We all began our existence in another world.   A very small world of very warm water with constant noise and movement.  We could not breath, or see. There was nothing we had to deal with, nothing to think of, nothing to expect.. We were alive in a small, non demanding world.    Then suddenly things changed.  There was pressure and pain that went on  for hours and then we emerge into a 100% totally different world!  It was cold and bright and we had to suddenly adapt or die! We had to breath for the first time!  Our very existence depended on that one moment.   And that statement pretty  much defines our entire life... adapting to the moment.  What instincts, gifts, and issues we have (and how we use them)  decides our future.   My gift was Empathy.
 
I am not sure how anyone else defines empathy, but I describe it as  being able to sense the emotional energy of other living beings.  Everything alive sends out an energy.   Everything in our mind and body sends and receives energy from everything else that is alive. I wish I could say it makes life easier, but...it's up to each of us to decide how to use/deal with it.   I mean what if you are a lady with a handsome guy holding  you, kissing you, making you feel loved.  You want a good life partner to build a future with! Maybe this is it! Your mind flows forward and hope surges through you!  Then you  pick up the emotions from the 'partner' and it says: "I want sex".  Nothing about a wedding.
 
I grew up with a life like that.  I was not a wanted child so my mother took care of me but never expressed any caring or approval.   That affected how she treated me, and with every duty-based incident I picked up the dark brown energy around every action and every word.  What saved me was the fact I was born very intelligent and without a shy bone in my body.  I was born with the ability to see what needed to be done in almost any situation.
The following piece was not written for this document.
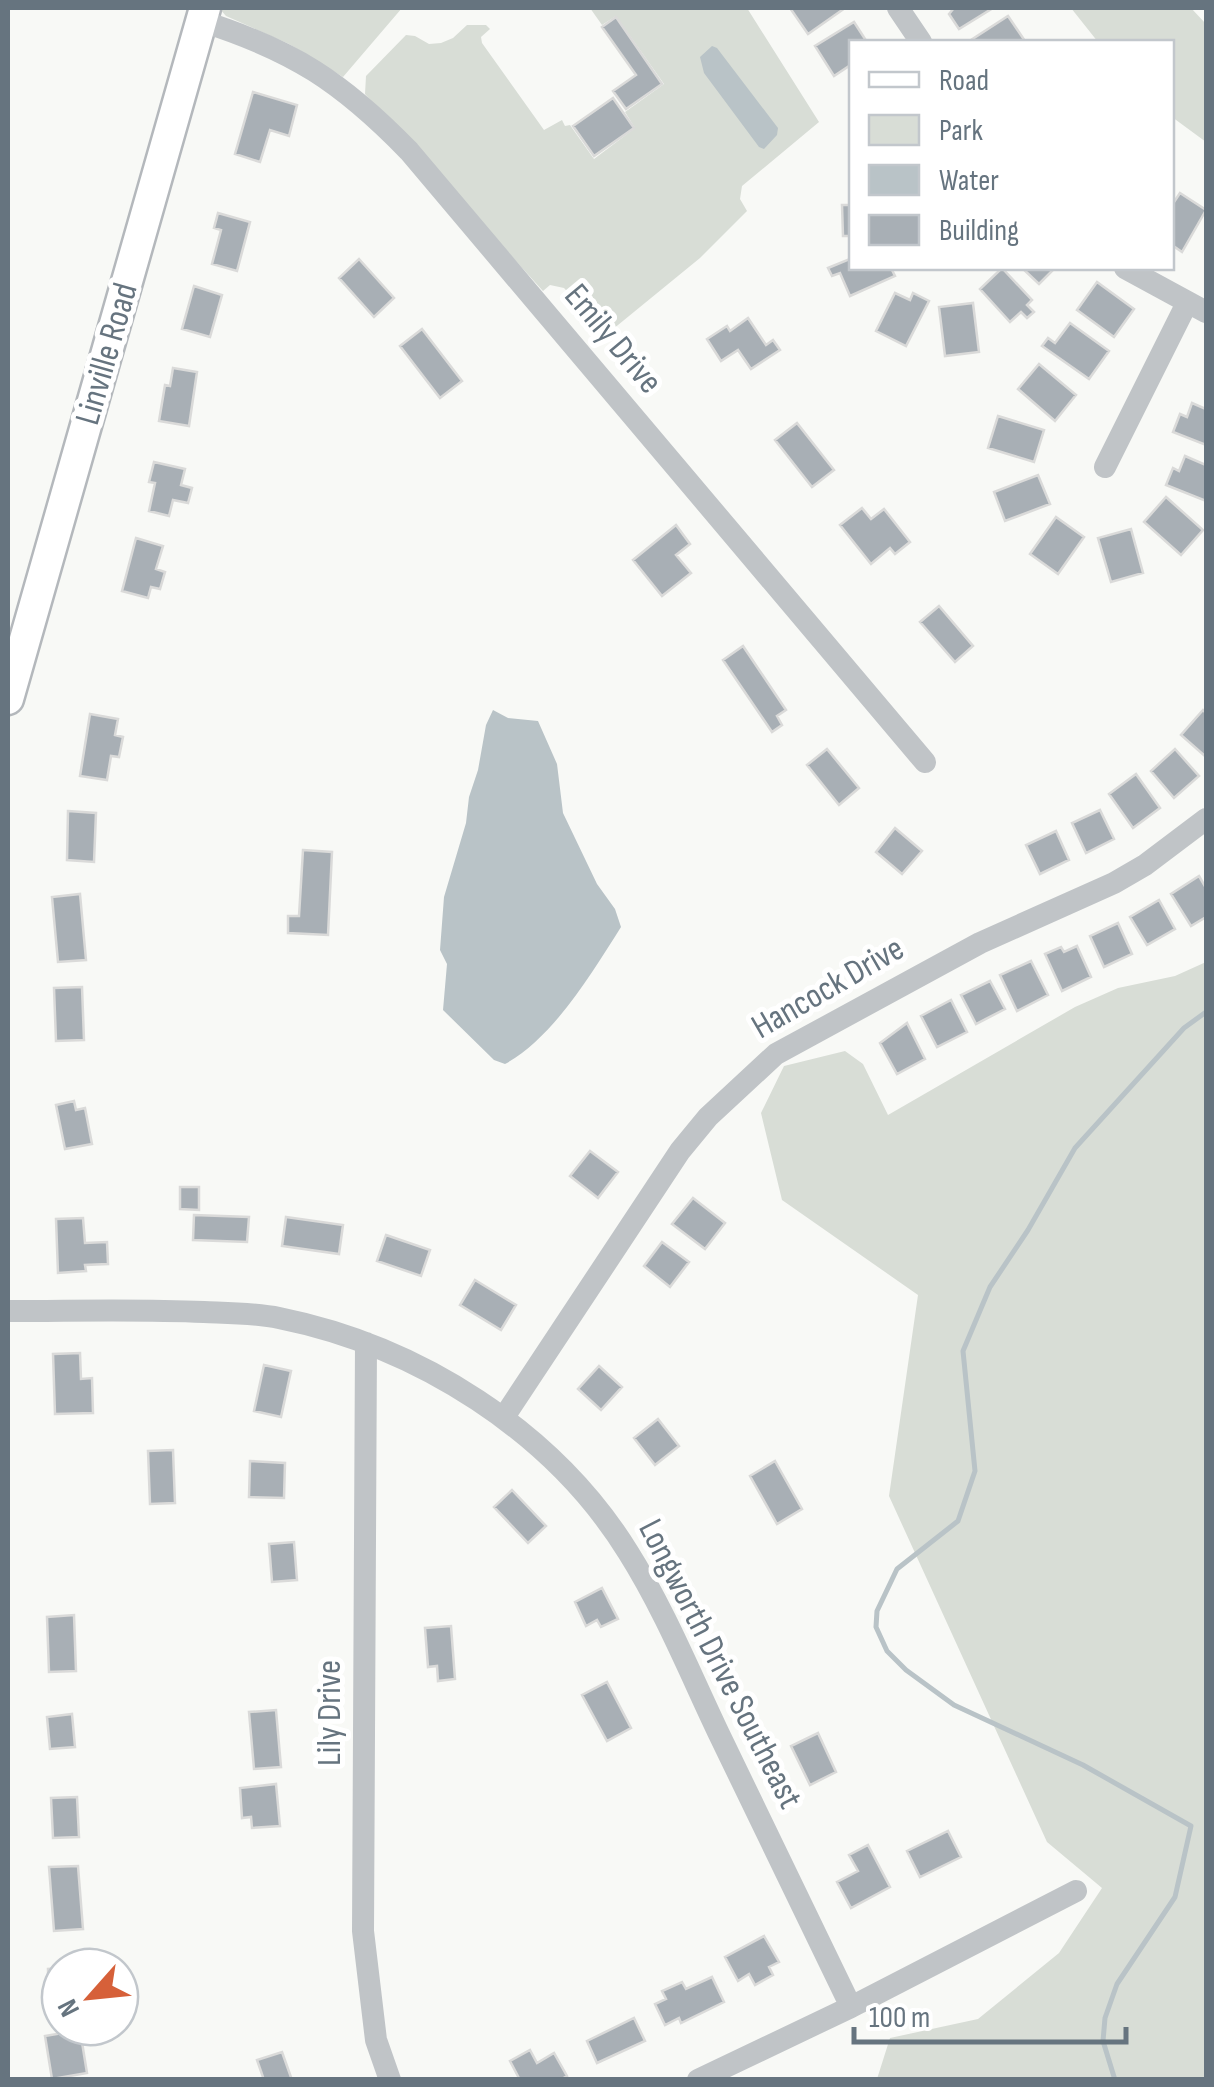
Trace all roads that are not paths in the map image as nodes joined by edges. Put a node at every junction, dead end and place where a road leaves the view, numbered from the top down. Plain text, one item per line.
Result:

I did not realize the reason I was able to be sure of myself was based on my ability to sense the true emotions of a person.  But it did not take long to also realize my depression was also based on that fact.  You can only put up a brave face for so long when you realize what someone was saying was not what they were feeling.  I use to try hard to fix it.  I began to ask how they felt about something to see if I could do something, but it did not take long before I discovered that action often made things worse.  One time I asked my mother why I was given only donated, oddly colored second-hand clothes  to wear to school and why she drove over an hour to a large city to buy all clothing for my younger sister.  She walked up to me with hatred and anger on her face and slapped me.  It's a fact that an incident always leads to something else, and that particular moment caused me to realize I was too informed, I needed to know why, and as a result I discovered empathy. I learned I  had it but needed to know how to use it, how to deal with it.   It can be one of the most challenging emotions anyone can imagine...to talk to someone and know if what they say matches how they feel, and then figure how to react.  I learned my Mother had nothing but dislike for me, and there was no way to fix it.  I also learned  it was not my fault.  Realizing  she was choosing to feel that way helped me deal with many other strange moments life brought  to me. One thing leads to another, and sometimes the pain is worth it.
 
I have to say it never really gets easy.    It took years to realize what it was called and that the ability to tune in to someone else's emotions could take it's toll.  I had to learn I was still okay even if I sensed the other person did not like me.  I am a Libra and will not just step back and 'allow' something to destroy me. I am a cardinal air sign.   My brain will flow into every possible solution and eventually figure what to do, think, or say about it.
 
 But.....I decided to get some help. One day as I was going on about being angry about the actions of others, my  Mr. Shrink turned to me and said:  "Why is that so important to you?"      I had no answer.  Then I asked him: "How crazy do you think I am?"   He said: "I never did think you were crazy, you are just high strung..."    I sat there for a minute and thought:  I am okay!  I am not crazy, I just see things and make them too important, and take them personal!     It was almost worth the big money Mr Shrink charged me.  But answers are answers, get them where you can.
 
I didn't instantly get my brain back, but a lot of lights went on and I suddenly knew what I had to do. I had to write it down, talk to others who had the same 'gift',  speak the truth, read all the books, and don't take it all so personal!  It's a heavy duty gift we have to learn to live with! There is no making it go away! It's something no one can  see, but does not mean there is anything wrong with you.  I have learned knowing the truth can be heart-breaking, but very necessary. 
 
So when you are standing close to that romantic person.. go ahead and enjoy the kiss. You will be okay...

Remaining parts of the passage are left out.